As mentioned already, general purpose soft polyurethane foam with a dense three-dimensional structure does not soften and hence, it cannot be embossed.
Even if the foam substrate for flocking is amenable to embossing, the formation of an embossed pattern having well defined ridges and recesses is impossible if the flock materials to be impregnated in the substrate are not amenable to embossing. For example, rayon fibers, which do not soften to fuse under heating, or nylon fibers having high softening point (e.g., nylon stable softening at 180.degree. C. or higher, and the filament of nylon 66, which softens at 230.degree. to 235.degree. C.) or a high melting point (e.g., the staple of nylon 6 melts at 215.degree. to 220.degree.
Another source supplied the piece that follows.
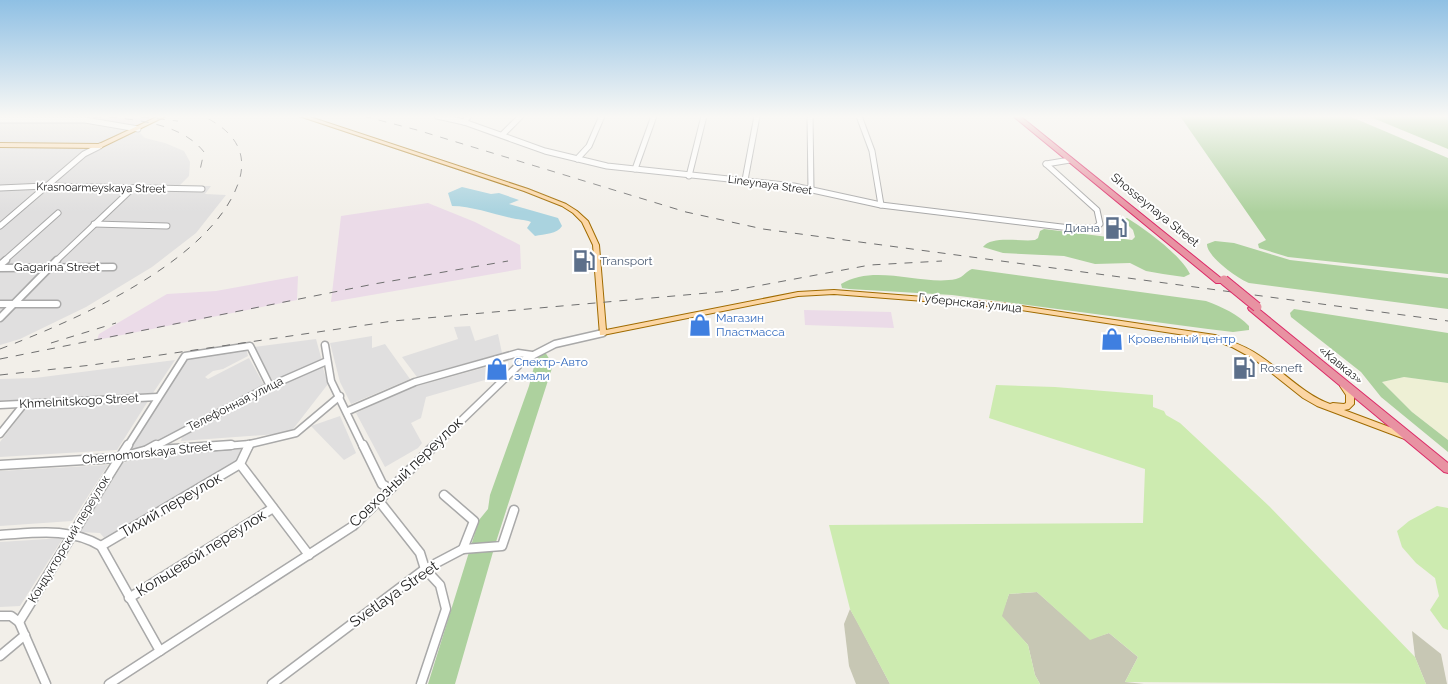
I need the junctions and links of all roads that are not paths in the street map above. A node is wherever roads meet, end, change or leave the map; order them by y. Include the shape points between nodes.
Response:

C., and the filament of nylon 66 at 250.degree. to 260.degree. C.). The term "soften to fuse" as used herein means softening but not melting (i.e., heating to a temperature range of between higher than a softening point and lower than a melting point), and does not include the heating of the resin and/or the flock material to a temperature higher than its melting point that would cause welding of the resin and/or the flock material. If they are embossed at higher than their melting points, the resin and/or flock material solidify and become rigid upon cooling after the melting. This results in a product which is hard only in the recesses and has its flocked (i.e., sueded) surface impaired.